Methods Documentation

fit(fit_type: str = 'train_test', k_test: Optional[int] = 0, groupby: Union[Sequence[T_co], int, float, str, bytes, None, AbstractSet[T_co]] = None, do_print: bool = True, **kwargs)[source]

fit all Model objects in collection

Parameters:
  • fit_type – one of [‘train_test’, ‘k_cross’, ‘final’]
  • k_test – which k_index to use as test data
  • groupby – The columns used for grouping, passed to pandas.DataFrame.groupby [optional]
  • do_print – Whether to print the steps to console [optional]
  • kwargs – Other keyword arguments passed to fit()
Returns:

None

k_split(**kwargs)[source]

apply hhpy.ds.k_split to self to create train-test or k-cross ready data

Parameters:kwargs – keyword arguments passed to k_split()
Returns:None
model_by_name(name: Union[list, str]) → Union[hhpy.modelling.Model, list][source]

extract a list of Models from the collection by their names

Parameters:name – name of the Model
Returns:list of Models
predict(X: Union[pandas.core.frame.DataFrame, numpy.ndarray, Sequence[T_co], int, float, str, bytes, None, AbstractSet[T_co]] = None, y: Union[pandas.core.frame.DataFrame, numpy.ndarray, Sequence[T_co], int, float, str, bytes, None, AbstractSet[T_co]] = None, df: pandas.core.frame.DataFrame = None, return_type: str = 'self', ensemble: bool = False, k_predict_type: str = 'test', groupby: Union[Sequence[T_co], int, float, str, bytes, None, AbstractSet[T_co]] = None, multi: Union[Sequence[T_co], int, float, str, bytes, None, AbstractSet[T_co]] = None, do_print: bool = True) → Union[pandas.core.series.Series, pandas.core.frame.DataFrame, None][source]

predict with all models in collection

Parameters:
  • X – The feature (predictor) data used for predicting as DataFrame, np.array or column names
  • y – The label (target) data used for predicting as DataFrame, np.array or column names.

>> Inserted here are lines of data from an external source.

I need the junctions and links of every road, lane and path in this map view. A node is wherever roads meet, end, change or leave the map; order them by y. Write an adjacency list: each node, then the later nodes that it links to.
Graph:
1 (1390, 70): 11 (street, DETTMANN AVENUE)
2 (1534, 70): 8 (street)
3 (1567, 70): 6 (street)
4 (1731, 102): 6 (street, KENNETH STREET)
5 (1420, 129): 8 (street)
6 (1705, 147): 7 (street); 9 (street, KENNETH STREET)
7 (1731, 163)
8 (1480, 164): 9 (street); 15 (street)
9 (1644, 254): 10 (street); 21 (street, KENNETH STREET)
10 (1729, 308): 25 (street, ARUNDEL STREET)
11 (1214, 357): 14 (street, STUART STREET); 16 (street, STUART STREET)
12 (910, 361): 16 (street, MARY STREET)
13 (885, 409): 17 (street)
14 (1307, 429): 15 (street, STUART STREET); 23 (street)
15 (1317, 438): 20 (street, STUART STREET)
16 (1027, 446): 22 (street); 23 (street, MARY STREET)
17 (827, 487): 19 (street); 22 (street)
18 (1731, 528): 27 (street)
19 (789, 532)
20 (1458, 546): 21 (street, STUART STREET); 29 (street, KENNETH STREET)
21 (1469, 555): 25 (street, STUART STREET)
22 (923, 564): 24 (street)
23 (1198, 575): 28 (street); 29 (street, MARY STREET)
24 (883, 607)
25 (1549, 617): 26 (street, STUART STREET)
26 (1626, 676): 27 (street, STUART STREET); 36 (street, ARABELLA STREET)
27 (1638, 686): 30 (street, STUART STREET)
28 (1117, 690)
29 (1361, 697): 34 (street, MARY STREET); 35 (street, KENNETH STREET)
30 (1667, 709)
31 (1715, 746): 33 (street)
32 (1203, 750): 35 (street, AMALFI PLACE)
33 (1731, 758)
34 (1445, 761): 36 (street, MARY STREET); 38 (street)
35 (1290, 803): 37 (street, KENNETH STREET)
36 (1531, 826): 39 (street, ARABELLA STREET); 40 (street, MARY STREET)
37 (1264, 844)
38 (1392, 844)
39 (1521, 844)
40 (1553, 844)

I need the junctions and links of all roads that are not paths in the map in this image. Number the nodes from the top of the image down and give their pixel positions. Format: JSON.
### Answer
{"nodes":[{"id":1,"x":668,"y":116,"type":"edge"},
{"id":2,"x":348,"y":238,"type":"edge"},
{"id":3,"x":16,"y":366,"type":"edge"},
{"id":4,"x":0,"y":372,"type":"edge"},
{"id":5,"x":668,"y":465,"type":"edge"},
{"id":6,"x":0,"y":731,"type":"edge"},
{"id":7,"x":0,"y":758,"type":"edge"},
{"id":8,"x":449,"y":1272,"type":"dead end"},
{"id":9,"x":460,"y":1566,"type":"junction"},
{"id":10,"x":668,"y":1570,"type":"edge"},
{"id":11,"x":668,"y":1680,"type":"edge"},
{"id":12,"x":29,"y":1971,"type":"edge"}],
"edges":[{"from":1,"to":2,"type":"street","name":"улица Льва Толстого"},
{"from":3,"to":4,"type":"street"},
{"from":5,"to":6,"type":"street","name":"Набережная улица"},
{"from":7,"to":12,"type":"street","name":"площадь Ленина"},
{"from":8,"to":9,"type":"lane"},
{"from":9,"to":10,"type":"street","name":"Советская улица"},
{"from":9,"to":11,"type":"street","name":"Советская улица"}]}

Specifying y is only necessary for convolutional or time-series type models [optional]
  • df – Pandas DataFrame containing the predict data, optional if array like data is passed for X_predict
  • return_type – one of [‘y’, ‘df’, ‘DataFrame’, ‘self’]
  • ensemble – if True also predict with Ensemble like combinations of models. If True or mean calculatemean of individual predictions. If median calculate median of individual predictions. [optional]
  • k_predict_type – ‘test’ or ‘all’
  • groupby – The columns used for grouping, passed to pandas.DataFrame.groupby [optional]
  • multi – postfixes to use for multi output [optional]
  • do_print – Whether to print the steps to console [optional]
Returns:

if return_type is self: None, else see Model.predict

score(return_type: str = 'self', pivot: bool = False, groupby: Union[Sequence[T_co], int, float, str, bytes, None, AbstractSet[T_co]] = None, do_print: bool = True, display_score: bool = True, display_format: str = ',.3f', **kwargs) → Optional[pandas.core.frame.DataFrame][source]

calculate score of the Model predictions

Parameters:
  • return_type – one of [‘self’, ‘df’, ‘DataFrame’]
  • pivot – whether to pivot the DataFrame for easier readability [optional]
  • do_print – Whether to print the steps to console [optional]
  • display_score – Whether to display the score DataFrame [optional]
  • display_format – Format to use when displaying the score DataFrame [optional]
  • groupby – The columns used for grouping, passed to pandas.DataFrame.groupby [optional]
  • kwargs – other keyword arguments passed to df_score()
Returns:

if return_type is ‘self’: None, else: pandas DataFrame containing the scores

scoreplot(x='y_ref', y='value', hue='model', hue_order=None, row='score', row_order=None, palette=None, width=16, height=4.5, scale=None, query=None, return_fig_ax=False, **kwargs) → Optional[tuple][source]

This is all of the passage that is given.